• _TASK ITEM_
Read the entries below and pull out each line with the string "Dervish".
[[ INFORMATION PROVIDED open ]]
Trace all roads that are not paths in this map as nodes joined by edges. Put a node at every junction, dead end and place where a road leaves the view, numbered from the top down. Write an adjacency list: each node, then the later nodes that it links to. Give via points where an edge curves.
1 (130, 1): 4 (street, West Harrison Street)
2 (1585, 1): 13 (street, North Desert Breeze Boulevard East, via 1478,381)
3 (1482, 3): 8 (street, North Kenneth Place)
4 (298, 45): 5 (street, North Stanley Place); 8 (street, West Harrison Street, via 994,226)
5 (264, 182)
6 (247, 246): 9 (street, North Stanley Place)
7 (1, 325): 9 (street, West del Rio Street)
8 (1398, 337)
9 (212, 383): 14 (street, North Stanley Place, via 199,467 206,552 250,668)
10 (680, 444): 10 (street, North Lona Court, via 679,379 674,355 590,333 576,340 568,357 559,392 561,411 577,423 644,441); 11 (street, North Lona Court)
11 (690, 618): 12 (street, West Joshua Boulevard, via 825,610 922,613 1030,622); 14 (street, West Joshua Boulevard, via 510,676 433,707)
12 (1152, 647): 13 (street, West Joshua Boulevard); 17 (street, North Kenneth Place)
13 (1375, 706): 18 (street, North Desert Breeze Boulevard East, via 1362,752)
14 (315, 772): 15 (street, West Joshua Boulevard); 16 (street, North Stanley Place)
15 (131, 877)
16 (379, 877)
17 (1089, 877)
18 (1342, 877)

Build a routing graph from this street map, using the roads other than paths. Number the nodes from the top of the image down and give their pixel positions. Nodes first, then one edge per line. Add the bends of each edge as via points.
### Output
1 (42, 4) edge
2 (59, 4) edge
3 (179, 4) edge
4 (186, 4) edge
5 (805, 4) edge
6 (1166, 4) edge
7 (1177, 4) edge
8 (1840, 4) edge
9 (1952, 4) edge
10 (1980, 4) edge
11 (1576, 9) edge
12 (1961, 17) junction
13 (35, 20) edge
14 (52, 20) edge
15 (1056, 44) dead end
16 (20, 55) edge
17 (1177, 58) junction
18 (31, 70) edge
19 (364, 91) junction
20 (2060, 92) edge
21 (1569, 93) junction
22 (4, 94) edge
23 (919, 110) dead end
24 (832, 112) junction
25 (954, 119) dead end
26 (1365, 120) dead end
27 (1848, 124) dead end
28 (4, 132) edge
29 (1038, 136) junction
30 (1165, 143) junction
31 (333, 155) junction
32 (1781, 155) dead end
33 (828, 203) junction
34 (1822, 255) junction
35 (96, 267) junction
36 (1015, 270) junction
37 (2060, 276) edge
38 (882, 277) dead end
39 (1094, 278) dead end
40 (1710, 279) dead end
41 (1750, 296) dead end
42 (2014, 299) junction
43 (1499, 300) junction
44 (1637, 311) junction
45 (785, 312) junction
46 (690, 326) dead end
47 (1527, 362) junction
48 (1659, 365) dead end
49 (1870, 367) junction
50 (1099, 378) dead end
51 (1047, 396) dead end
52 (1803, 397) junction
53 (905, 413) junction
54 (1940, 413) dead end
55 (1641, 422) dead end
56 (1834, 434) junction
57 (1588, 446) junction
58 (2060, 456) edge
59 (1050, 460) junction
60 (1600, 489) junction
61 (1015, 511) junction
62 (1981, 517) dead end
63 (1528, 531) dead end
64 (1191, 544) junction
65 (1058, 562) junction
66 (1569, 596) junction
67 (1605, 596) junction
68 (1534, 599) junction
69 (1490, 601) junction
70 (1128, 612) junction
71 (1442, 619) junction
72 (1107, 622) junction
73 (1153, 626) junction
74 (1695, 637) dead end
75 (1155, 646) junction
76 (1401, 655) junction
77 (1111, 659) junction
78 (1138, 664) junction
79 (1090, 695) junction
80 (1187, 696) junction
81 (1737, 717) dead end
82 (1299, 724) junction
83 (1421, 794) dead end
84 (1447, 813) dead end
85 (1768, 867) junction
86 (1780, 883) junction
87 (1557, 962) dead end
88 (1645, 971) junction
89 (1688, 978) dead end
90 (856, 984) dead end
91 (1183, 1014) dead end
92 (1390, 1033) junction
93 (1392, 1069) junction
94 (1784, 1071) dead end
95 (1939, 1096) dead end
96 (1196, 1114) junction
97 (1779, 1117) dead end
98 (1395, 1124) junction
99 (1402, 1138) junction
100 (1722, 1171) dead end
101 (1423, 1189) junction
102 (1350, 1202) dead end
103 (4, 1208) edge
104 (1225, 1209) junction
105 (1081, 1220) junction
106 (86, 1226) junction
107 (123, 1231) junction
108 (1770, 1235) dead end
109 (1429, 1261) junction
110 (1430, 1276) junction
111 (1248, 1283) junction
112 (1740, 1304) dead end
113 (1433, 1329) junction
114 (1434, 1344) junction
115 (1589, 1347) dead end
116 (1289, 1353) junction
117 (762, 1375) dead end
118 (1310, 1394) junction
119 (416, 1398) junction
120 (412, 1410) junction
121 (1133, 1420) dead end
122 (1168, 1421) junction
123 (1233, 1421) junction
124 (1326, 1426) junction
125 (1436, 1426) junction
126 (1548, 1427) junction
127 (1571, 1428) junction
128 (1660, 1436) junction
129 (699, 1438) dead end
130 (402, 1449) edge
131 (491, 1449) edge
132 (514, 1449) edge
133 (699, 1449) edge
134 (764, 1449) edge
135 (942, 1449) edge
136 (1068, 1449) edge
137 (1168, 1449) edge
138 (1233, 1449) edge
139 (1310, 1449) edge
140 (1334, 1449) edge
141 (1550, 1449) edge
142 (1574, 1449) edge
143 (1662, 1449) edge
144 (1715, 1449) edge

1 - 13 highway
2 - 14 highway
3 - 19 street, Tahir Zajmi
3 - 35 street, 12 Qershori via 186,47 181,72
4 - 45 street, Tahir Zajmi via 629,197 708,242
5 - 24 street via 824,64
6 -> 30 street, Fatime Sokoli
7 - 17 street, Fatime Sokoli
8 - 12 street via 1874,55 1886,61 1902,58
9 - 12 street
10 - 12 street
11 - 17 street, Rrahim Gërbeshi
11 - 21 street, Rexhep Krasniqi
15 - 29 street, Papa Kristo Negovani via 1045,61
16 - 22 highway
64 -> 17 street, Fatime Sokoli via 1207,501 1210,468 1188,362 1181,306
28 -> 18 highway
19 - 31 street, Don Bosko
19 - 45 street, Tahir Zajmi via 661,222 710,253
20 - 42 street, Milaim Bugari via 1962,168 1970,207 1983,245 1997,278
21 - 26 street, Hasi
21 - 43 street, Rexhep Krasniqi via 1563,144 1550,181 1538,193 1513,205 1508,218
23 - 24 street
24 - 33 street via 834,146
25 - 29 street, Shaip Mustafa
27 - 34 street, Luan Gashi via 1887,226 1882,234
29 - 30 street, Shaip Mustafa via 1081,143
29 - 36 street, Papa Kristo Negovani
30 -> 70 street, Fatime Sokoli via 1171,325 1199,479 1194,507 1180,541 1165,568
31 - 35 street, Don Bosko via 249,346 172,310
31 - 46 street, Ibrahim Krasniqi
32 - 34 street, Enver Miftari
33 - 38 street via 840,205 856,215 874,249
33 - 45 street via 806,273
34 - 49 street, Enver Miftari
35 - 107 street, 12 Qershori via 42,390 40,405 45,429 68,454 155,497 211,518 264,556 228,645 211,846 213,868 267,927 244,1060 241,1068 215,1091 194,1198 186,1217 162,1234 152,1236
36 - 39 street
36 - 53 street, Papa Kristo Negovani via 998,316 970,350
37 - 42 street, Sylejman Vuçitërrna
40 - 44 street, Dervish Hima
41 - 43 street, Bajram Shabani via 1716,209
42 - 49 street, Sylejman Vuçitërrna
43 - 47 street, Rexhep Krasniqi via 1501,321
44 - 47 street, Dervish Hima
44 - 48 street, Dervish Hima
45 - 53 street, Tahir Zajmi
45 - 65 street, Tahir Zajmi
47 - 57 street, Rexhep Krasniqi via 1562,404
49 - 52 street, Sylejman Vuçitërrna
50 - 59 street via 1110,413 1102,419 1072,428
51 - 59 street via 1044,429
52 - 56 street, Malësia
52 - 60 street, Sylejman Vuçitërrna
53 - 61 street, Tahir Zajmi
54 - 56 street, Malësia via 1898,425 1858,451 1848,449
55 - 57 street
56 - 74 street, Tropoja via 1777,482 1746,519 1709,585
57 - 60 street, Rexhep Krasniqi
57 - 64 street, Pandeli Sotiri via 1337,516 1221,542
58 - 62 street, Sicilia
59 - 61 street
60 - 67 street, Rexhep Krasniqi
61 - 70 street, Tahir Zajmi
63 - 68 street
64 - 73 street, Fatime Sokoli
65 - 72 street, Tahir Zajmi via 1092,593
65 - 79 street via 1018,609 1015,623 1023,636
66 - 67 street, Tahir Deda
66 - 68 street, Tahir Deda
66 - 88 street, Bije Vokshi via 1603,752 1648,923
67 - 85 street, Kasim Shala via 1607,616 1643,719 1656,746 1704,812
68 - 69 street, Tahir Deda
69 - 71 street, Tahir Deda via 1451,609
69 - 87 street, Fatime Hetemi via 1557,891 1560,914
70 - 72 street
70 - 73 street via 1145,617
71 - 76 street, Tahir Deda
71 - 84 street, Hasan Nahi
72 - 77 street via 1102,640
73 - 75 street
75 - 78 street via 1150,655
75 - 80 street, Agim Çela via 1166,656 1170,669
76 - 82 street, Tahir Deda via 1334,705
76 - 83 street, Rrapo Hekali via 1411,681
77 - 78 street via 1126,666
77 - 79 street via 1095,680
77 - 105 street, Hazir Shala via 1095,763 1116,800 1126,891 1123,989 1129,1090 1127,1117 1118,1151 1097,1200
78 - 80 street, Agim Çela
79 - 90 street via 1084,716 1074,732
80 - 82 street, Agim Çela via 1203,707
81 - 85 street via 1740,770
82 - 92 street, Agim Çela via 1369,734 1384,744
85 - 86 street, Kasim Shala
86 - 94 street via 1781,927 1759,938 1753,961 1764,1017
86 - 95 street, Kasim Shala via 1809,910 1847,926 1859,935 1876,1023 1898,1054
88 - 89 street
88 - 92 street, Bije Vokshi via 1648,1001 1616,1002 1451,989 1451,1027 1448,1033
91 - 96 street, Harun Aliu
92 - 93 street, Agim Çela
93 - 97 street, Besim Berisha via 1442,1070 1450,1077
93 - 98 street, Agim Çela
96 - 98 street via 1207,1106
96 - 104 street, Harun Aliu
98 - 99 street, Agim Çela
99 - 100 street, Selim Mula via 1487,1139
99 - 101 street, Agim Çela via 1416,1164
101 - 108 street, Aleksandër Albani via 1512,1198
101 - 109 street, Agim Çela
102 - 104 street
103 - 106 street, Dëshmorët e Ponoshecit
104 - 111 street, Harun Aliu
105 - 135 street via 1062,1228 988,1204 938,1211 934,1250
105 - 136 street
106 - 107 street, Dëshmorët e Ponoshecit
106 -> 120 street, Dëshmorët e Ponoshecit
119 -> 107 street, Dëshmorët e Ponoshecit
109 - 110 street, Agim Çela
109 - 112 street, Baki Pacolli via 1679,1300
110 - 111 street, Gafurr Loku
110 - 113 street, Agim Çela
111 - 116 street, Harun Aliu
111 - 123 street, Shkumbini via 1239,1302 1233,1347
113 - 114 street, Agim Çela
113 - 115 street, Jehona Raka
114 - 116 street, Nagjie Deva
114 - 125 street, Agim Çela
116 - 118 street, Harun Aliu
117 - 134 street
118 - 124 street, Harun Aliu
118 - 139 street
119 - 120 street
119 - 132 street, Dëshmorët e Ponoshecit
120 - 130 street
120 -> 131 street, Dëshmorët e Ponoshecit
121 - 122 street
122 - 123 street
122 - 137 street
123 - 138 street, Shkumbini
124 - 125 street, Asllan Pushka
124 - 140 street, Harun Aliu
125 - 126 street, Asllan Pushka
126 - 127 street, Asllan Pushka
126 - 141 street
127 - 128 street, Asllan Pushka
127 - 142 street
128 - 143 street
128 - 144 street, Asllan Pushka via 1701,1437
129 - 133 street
[[ INFORMATION PROVIDED closed ]]
• _YOUR SOLUTION_
40 - 44 street, Dervish Hima
44 - 47 street, Dervish Hima
44 - 48 street, Dervish Hima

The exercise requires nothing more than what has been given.